I decided it was high-time I got back to compass exploration and refresh my orienteering skills. The last time I used a topo map and compass for “serious” navigation was in high school, as part of my Air Force JROTC course. I had purchased a Silva Ranger CL and it worked fine for awhile, but when I took it out again towards the end of July this year, it proved to be defective. I put it in the freezer for a day to be sure it could handle cold temperatures for winter navigation in the near future, and upon removal, I found the needle wouldn’t move – it had “frozen-up”…NOT good. All decent liquid-filled compasses should be able to withstand temperatures below freezing and a few thousand feet elevation without defects. So was it worth the $60 I paid for it? I certainly don’t think so.
Silva used to be a top brand decades ago, but that doesn’t seem to hold true anymore, at least for me. Since 2008, all Silva compasses sold in North America are made in Indonesia, except for the Silva Lensatic 360, which is made in Taiwan. Not to say that all Silvas in the US and Canada are junk, but quality control can be hit-or-miss…just something to keep in mind. Silva compasses sold outside North America are currently made in Sweden and seem to be a lot more reliable from what I hear.
I ended up replacing it with a Suunto MC-2D ($40) after reading many favourable reviews online. Suunto is a Finland-based company with an excellent reputation for making quality compasses, including some that can be used all over the world, in both the northern and southern hemispheres, using what Sunnto calls their ‘global needle technology’. These special compasses have a “G” (for “global”) designation, such as the MC-2G and M3-G. Since I don’t plan on extensive travelling, I opted for the MC-2D. It is a mirror sighting-compass, and I must say that I have a slight preference for this design over the simpler base-plate models, for not only can I take more accurate readings, but the mirror itself is multi-functional. I can use it to look over myself for ticks, to guide me in removing something from my eye, and in a pinch, for signaling. Now, this post is not intended to be a review, but I am definitely pleased with the MC-2D so far.
Here it is in action . The topo map I’m using shows 30 or so orienteering markers to look for in the field. As you can see, I have the declination on the compass set for my location, approximately 13.5 degrees West.
This is one of the orienteering markers, not in good shape and in need of replacement.
This time of year, Black Walnuts and hickories are starting to drop their nuts, albeit prematurely, and the woods are full of excited squirrels and chipmunks anticipating the coming of Autumn.
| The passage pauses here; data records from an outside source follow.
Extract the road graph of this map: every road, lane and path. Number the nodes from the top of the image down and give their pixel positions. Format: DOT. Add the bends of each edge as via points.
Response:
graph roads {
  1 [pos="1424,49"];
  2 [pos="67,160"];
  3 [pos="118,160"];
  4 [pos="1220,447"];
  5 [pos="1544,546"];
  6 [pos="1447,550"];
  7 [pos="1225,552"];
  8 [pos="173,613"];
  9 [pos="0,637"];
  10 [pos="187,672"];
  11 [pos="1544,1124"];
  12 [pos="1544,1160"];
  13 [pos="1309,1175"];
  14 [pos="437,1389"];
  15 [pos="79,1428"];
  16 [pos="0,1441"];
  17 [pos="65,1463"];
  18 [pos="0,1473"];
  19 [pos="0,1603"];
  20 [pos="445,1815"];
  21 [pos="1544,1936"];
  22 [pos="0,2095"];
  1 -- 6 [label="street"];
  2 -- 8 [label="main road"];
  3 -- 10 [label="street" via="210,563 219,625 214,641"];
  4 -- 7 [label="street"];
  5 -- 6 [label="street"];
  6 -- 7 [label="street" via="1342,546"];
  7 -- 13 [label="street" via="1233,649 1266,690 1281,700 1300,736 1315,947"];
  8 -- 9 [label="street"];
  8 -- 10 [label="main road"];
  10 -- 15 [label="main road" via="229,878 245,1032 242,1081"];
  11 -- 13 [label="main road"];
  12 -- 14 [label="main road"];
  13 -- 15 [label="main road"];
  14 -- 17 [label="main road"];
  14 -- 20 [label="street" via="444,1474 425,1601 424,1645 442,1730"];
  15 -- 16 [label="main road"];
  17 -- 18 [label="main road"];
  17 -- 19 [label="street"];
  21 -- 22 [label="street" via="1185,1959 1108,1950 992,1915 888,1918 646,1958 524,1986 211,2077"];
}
I found these beneath a Mockernut Hickory tree. It’s wonderful to smell the spicy fragrance of the green outer husks, a harbinger of the changing season.
Of course, you never really know what you may find bushwhacking off the beaten-path. I reached a marshy area and discovered the remains of a deer carcass.
Nothing left but the hip bone, part of a shoulder, and a femur 20 yards away. My guess is that the deer died from disease and was scavenged by coyotes. Coyotes rarely attack healthy adult does or bucks.
And further along, much to my displeasure, I found lots of litter left behind, presumably by a group of drunken teenagers.
Beer bottles, Gatorade bottles…all kinds of rubbish. Inexcusable for them to leave that stuff behind, but this is why I carry a plastic bag with me. Leave no trace .
As the day was coming to a close, I passed by a reed-filled swamp and caught sight of a once common herbal folk remedy, the plant Boneset.
It gets its name from being used to treat what was then called “break-bone fever” – we know it today as Dengue fever. Apparently, sufferers would be in such pain that they would contort their bodies drastically, making doctors think that their bones would break.
And now for the surprise…on my way back home, I spotted a beautiful Red-tailed Hawk perched on the branches of a Black Walnut tree on the edge of a meadow. It silently swooped down to grasp a field mouse meandering in the grass, and then flew back to its branch.
This one was not camera-shy in the least, and didn’t appear to be concerned about my presence at all. The hawk was about 25 feet above me. I’ve often heard Red-tails calling to one another, but seldom seen them, especially that close. More often than not, Turkey Vultures will be the ones prowling in the sky.
It was gorgeous weather to be out in – a cool day freshened by a brief morning rain shower. Compared to previous years, this summer is turning out to be a mild one…I can’t wait to see what autumn will be like.